▪ I. egress, n.
(ˈiːgrɛs)
[ad. L. ēgressus, n. of action f. ēgredi-, f. ē out + gradi to step.]
1. A going out, or issuing forth, from an enclosed or confined place; the right or liberty of going out, esp. in phrase originally legal, Ingress, egress, and regress. Also attrib.
| 1538 tr. Lyttleton's Tenures viii. fol. 15 b, Free entre, egresse, and regresse. 1543–4 Act 35 Hen. VIII, c. 10 To haue free ingresse egresse and regresse into all suche places. 1601 Deacon & Walker Answ. Darel 84, I have..obserued..in sundrie Demoniakes, a vomiting immediatly before the egresse of the Spirit. 1667 Milton P.L. ii. 437 Gates of burning Adamant..prohibit all egress. 1724 T. Richers Hist. Royal Geneal. Spain 400 The French Fleet..enter'd the Bay of Cadiz, to prevent all Egress and Regress of that Harbour. 1870 E. Peacock Ralf Skirl. I. 13 The other door which afforded egress into the small court. 1886 Pall Mall G. 22 Dec. 5/2 Another improvement is the egress chamber. |
b. Astron. The emergence of a heavenly body from an eclipse or occultation; also, the passing of a planet off the sun's disc in a transit; the end of an eclipse or transit. Also attrib.

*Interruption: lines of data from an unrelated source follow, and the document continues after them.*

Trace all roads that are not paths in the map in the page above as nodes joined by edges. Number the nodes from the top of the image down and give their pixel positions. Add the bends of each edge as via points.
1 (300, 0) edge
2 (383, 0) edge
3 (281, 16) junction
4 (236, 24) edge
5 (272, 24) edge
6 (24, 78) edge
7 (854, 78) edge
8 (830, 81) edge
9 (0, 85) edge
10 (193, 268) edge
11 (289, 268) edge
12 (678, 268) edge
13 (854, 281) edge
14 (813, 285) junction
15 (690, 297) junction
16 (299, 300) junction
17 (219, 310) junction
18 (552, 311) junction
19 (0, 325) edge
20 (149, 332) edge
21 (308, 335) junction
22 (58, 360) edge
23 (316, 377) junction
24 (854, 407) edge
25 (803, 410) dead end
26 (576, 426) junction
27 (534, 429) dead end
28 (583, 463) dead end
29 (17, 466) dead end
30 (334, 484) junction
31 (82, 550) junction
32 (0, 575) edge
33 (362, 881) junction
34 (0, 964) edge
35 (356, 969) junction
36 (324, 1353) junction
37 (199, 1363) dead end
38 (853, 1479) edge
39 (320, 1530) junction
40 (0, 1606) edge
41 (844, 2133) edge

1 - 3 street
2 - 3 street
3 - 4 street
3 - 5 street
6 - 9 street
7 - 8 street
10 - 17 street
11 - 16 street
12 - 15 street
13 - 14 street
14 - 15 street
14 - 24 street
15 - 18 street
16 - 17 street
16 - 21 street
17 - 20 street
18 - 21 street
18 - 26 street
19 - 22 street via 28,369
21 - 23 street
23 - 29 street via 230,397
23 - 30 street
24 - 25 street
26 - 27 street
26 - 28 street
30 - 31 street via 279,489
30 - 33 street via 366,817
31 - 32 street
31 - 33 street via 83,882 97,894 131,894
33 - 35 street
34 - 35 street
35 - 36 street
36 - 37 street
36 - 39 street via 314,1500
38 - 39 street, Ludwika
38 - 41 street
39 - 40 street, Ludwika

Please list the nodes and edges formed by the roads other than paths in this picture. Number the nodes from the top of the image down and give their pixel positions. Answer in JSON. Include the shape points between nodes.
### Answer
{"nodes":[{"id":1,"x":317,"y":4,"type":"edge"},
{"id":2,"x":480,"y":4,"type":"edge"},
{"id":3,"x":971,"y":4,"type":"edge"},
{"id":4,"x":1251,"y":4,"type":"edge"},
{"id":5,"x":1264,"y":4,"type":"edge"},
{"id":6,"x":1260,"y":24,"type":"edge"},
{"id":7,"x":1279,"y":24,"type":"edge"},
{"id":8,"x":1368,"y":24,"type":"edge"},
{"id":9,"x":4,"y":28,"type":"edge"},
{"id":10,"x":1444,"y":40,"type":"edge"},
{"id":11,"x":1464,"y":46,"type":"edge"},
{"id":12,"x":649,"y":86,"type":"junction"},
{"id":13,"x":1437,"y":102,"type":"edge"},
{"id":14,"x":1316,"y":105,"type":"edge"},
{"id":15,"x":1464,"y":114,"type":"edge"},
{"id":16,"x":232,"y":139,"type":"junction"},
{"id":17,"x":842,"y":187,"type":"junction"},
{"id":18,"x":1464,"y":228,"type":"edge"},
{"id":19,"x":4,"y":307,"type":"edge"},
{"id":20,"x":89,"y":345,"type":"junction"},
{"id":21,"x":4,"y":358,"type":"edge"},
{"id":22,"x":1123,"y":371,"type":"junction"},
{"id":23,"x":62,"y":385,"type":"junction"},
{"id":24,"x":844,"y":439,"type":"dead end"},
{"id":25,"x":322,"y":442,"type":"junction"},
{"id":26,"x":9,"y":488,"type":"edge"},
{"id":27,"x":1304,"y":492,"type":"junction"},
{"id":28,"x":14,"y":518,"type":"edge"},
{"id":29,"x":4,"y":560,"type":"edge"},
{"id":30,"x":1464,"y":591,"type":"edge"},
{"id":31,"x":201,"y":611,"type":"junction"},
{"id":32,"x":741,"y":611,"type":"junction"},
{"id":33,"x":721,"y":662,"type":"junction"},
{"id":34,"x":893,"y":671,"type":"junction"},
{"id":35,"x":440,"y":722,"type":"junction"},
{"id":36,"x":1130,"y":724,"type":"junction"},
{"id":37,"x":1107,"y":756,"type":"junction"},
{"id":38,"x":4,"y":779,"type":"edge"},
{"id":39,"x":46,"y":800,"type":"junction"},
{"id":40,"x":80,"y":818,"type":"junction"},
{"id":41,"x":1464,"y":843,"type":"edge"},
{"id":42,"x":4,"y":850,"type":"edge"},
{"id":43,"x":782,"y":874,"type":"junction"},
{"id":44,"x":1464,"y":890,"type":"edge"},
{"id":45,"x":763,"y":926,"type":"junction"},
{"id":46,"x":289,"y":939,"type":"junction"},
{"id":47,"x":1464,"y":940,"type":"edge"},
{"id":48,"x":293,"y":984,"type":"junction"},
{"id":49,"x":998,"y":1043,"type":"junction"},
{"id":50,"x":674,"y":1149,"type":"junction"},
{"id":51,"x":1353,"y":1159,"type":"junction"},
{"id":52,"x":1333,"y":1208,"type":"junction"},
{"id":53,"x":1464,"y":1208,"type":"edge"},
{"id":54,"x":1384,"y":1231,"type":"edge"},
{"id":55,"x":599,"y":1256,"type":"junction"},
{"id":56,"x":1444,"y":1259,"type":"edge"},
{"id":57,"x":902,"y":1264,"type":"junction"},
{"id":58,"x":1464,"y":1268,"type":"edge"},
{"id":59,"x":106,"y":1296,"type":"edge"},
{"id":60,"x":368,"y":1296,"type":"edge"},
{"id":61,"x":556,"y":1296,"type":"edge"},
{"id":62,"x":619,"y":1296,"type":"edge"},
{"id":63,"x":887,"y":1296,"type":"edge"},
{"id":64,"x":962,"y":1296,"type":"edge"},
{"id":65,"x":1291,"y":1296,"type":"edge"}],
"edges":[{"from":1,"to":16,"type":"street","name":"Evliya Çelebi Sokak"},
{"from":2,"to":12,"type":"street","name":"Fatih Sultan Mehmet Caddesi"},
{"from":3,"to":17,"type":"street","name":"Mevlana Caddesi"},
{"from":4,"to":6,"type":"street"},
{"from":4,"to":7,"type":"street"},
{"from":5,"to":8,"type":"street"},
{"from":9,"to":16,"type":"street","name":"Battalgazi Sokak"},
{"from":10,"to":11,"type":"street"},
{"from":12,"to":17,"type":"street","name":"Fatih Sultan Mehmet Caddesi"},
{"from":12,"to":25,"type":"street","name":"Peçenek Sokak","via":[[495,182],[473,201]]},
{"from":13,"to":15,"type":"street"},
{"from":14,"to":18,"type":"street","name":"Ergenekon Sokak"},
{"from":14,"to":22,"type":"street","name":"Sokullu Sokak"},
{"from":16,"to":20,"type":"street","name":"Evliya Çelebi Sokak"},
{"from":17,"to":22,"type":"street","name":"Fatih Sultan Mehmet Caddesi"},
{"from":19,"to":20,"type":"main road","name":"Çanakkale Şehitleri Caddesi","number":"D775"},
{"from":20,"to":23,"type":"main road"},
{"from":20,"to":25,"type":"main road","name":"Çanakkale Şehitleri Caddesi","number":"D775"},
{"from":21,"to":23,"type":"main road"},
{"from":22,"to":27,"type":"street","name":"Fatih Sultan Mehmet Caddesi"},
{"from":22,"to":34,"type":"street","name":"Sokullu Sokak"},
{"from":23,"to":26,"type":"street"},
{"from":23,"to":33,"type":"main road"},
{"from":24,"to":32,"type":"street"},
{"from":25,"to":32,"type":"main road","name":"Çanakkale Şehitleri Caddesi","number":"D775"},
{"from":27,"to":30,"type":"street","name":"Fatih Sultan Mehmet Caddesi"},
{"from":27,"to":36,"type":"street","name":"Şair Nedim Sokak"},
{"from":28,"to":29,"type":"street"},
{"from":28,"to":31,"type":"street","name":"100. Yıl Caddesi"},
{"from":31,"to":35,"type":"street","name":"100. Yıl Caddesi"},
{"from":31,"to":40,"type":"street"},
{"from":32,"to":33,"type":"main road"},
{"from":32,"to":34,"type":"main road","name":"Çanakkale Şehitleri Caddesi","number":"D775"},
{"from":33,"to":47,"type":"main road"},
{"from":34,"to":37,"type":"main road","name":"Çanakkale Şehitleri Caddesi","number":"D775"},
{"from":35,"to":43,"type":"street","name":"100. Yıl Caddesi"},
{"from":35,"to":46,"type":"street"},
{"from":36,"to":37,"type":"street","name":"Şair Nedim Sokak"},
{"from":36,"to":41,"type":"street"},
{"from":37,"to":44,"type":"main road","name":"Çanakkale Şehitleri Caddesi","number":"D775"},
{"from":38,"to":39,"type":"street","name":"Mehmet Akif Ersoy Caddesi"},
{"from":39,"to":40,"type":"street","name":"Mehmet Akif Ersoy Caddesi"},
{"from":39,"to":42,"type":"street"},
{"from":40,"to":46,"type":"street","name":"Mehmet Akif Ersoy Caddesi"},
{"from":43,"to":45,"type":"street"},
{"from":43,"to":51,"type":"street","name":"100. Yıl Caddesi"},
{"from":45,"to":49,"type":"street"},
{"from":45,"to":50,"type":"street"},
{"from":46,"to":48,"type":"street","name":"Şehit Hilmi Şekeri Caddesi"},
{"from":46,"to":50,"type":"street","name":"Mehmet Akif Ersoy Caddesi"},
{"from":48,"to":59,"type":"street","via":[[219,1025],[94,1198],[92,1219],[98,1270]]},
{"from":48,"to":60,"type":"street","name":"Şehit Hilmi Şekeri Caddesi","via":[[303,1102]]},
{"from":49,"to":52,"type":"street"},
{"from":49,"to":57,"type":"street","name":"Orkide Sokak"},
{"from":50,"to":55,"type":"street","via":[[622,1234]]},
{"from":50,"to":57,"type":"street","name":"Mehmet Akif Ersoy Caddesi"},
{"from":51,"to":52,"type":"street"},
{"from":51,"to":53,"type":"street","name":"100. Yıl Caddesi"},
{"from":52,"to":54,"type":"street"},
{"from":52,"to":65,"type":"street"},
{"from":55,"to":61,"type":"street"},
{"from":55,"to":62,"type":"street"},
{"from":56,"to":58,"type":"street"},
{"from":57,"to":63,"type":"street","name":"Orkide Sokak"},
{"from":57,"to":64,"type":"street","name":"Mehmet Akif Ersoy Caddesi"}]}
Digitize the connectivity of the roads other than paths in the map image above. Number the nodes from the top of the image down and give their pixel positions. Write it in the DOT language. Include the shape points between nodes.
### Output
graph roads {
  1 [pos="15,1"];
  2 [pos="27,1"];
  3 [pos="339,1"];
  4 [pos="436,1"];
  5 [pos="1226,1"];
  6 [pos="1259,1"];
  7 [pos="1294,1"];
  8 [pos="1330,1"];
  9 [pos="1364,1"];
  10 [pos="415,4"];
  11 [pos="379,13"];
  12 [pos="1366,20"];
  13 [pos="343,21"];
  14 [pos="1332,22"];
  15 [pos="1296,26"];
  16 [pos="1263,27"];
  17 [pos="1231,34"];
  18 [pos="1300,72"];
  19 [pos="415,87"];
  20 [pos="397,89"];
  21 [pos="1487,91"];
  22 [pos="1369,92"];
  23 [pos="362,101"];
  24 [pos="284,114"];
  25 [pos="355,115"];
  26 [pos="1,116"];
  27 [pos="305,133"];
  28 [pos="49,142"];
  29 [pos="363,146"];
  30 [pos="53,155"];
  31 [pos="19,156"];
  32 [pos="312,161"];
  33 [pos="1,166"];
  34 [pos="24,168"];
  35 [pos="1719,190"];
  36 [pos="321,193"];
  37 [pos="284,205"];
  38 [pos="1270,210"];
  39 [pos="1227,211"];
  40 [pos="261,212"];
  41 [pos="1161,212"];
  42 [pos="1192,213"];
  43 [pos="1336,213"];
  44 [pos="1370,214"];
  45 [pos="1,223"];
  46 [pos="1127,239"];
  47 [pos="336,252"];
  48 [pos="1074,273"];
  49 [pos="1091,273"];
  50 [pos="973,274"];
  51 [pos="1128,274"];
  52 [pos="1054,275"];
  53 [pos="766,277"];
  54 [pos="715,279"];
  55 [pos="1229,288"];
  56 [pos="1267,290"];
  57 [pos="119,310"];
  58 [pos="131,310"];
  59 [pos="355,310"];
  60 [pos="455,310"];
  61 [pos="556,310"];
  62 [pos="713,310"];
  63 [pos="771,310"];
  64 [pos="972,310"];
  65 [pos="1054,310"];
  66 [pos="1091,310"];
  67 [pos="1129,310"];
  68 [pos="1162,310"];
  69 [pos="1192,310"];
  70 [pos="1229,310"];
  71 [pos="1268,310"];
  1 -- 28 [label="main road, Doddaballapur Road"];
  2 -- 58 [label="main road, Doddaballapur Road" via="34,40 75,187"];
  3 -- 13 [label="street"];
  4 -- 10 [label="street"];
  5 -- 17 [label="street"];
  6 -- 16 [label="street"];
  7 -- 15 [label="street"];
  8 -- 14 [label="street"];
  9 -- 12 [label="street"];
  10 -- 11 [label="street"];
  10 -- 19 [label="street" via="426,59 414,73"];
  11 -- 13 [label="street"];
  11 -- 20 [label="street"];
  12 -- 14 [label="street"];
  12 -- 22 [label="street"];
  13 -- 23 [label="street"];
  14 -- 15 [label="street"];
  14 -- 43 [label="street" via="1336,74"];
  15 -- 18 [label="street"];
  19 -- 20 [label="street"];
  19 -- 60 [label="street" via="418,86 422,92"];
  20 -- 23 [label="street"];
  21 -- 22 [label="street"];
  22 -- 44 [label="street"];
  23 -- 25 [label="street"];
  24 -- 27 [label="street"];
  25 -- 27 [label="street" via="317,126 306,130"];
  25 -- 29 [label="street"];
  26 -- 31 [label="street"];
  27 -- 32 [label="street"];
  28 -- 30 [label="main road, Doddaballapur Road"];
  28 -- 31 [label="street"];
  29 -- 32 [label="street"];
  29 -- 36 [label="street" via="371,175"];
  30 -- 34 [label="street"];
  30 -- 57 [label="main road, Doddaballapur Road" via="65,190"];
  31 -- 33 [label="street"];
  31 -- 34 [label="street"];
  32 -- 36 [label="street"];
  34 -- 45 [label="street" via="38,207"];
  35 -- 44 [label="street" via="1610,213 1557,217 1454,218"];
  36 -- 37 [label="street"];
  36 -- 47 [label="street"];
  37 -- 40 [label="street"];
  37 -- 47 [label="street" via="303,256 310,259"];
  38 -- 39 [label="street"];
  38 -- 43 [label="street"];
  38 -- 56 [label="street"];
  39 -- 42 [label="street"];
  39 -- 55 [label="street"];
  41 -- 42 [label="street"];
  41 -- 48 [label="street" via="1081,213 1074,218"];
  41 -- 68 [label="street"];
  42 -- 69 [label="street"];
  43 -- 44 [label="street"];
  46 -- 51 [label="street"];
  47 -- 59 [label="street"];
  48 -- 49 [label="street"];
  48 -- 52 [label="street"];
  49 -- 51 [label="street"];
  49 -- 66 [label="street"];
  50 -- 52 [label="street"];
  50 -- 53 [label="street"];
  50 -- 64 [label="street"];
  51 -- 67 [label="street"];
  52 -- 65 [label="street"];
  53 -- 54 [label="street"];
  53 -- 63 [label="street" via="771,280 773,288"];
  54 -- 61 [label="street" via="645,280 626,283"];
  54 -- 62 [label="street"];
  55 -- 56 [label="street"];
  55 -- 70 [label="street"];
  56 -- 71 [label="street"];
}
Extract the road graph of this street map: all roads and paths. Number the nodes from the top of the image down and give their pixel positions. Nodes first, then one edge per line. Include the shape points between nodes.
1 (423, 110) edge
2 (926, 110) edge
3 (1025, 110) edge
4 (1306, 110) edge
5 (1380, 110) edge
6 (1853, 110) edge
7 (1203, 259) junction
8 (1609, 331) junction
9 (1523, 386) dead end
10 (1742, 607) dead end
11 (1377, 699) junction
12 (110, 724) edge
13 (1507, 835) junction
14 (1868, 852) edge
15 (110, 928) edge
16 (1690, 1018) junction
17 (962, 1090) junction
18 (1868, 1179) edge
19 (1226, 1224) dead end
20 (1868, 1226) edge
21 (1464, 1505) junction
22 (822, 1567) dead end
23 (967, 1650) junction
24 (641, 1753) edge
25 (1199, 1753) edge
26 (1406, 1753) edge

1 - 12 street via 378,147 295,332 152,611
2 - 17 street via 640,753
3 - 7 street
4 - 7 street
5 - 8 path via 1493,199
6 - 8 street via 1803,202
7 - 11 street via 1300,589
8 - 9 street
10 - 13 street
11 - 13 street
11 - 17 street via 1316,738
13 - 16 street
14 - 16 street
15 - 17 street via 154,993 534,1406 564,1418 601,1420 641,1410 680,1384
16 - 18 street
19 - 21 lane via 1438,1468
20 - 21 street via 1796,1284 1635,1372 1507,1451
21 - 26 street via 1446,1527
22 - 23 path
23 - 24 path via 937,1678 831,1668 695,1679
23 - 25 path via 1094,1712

| 1706 Hearne Collect. 2 May (1885) I. 239 They plainly perceiv'd the Ingress and Egress. 1867–77 G. Chambers Astron. Voc. 915 Egress, the passage of a satellite from the disc of its primary, at the end of the phenomenon known as a ‘transit’. 1882 Daily News 30 Dec. 5/4 The Transit of Venus..the egress observations in the West Indies. |
2. Anat. Of nerves and vessels: An issuing forth, or branching out.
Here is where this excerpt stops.